■ **WORK TASK**: Wherever the string "Alan" appears in a line of the listing below, report that line.

-- RECORDS follows --

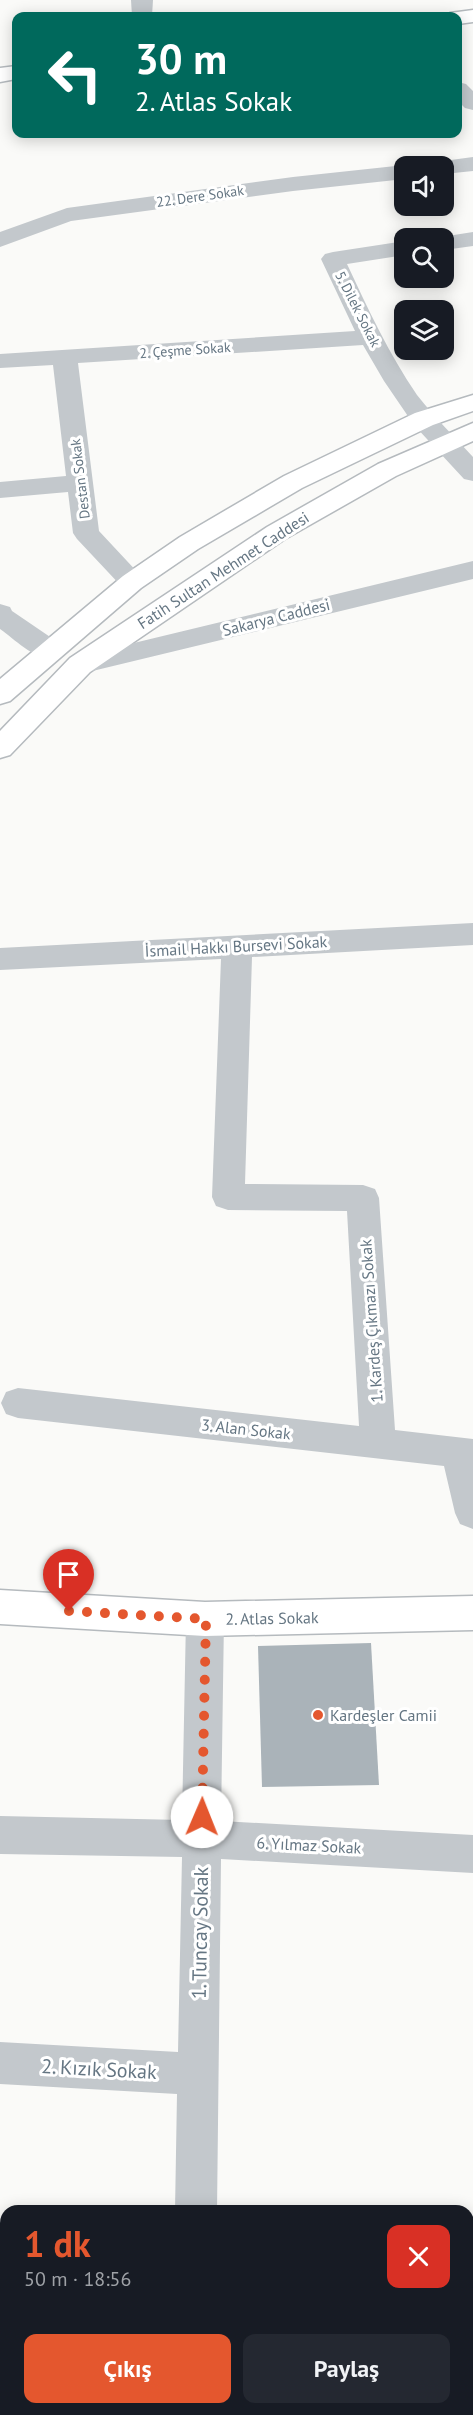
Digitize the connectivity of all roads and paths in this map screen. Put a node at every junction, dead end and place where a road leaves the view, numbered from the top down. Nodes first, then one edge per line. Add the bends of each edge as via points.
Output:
1 (462, 93) edge
2 (473, 103) edge
3 (473, 164) edge
4 (454, 167) edge
5 (394, 173) edge
6 (473, 238) edge
7 (0, 240) edge
8 (454, 241) edge
9 (394, 250) edge
10 (371, 337) junction
11 (65, 358) junction
12 (0, 362) edge
13 (473, 403) edge
14 (424, 419) junction
15 (473, 431) edge
16 (446, 441) junction
17 (473, 473) edge
18 (81, 483) junction
19 (0, 490) edge
20 (473, 570) edge
21 (132, 582) junction
22 (0, 613) edge
23 (50, 651) junction
24 (80, 665) junction
25 (0, 694) edge
26 (0, 748) edge
27 (473, 934) edge
28 (237, 946) junction
29 (0, 959) edge
30 (18, 1403) dead end
31 (378, 1444) junction
32 (466, 1453) edge
33 (473, 1513) edge
34 (0, 1607) edge
35 (473, 1613) edge
36 (206, 1619) junction
37 (0, 1835) edge
38 (201, 1839) junction
39 (473, 1854) edge
40 (0, 2064) edge
41 (198, 2074) junction
42 (196, 2205) edge

1 - 2 street
3 - 4 street
5 - 7 street, 22. Dere Sokak via 293,183 67,215
6 - 8 street
9 - 10 street, 5. Dilek Sokak via 333,259
10 - 11 street, 2. Çeşme Sokak
10 - 14 street, 5. Dilek Sokak
11 - 12 street, 2. Çeşme Sokak
11 - 18 street, Destan Sokak
13 - 14 main road
14 - 16 street, 5. Dilek Sokak
14 - 21 main road via 293,482 189,543
15 - 16 main road, Fatih Sultan Mehmet Caddesi
16 - 17 street, 5. Dilek Sokak
16 - 24 main road, Fatih Sultan Mehmet Caddesi via 276,533
18 - 19 street
18 - 21 street, Destan Sokak via 86,533
20 - 24 street, Sakarya Caddesi
21 - 23 main road
22 - 23 street
23 - 25 main road
24 - 26 main road, Fatih Sultan Mehmet Caddesi
27 - 28 street, İsmail Hakkı Bursevi Sokak
28 - 29 street, İsmail Hakkı Bursevi Sokak
28 - 31 street, 1. Kardeş Çıkmazı Sokak via 228,1197 363,1198
30 - 31 street, 3. Alan Sokak
31 - 32 street, 3. Alan Sokak
32 - 33 street
34 - 36 main road, 2. Atlas Sokak
35 - 36 main road, 2. Atlas Sokak
36 - 38 street, 1. Tuncay Sokak
37 - 38 street, 6. Yılmaz Sokak
38 - 39 street, 6. Yılmaz Sokak
38 - 41 street, 1. Tuncay Sokak
40 - 41 street, 2. Kızık Sokak
41 - 42 street, 1. Tuncay Sokak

-- RECORDS concluded --

■ **SOLUTION BELOW**:
30 - 31 street, 3. Alan Sokak
31 - 32 street, 3. Alan Sokak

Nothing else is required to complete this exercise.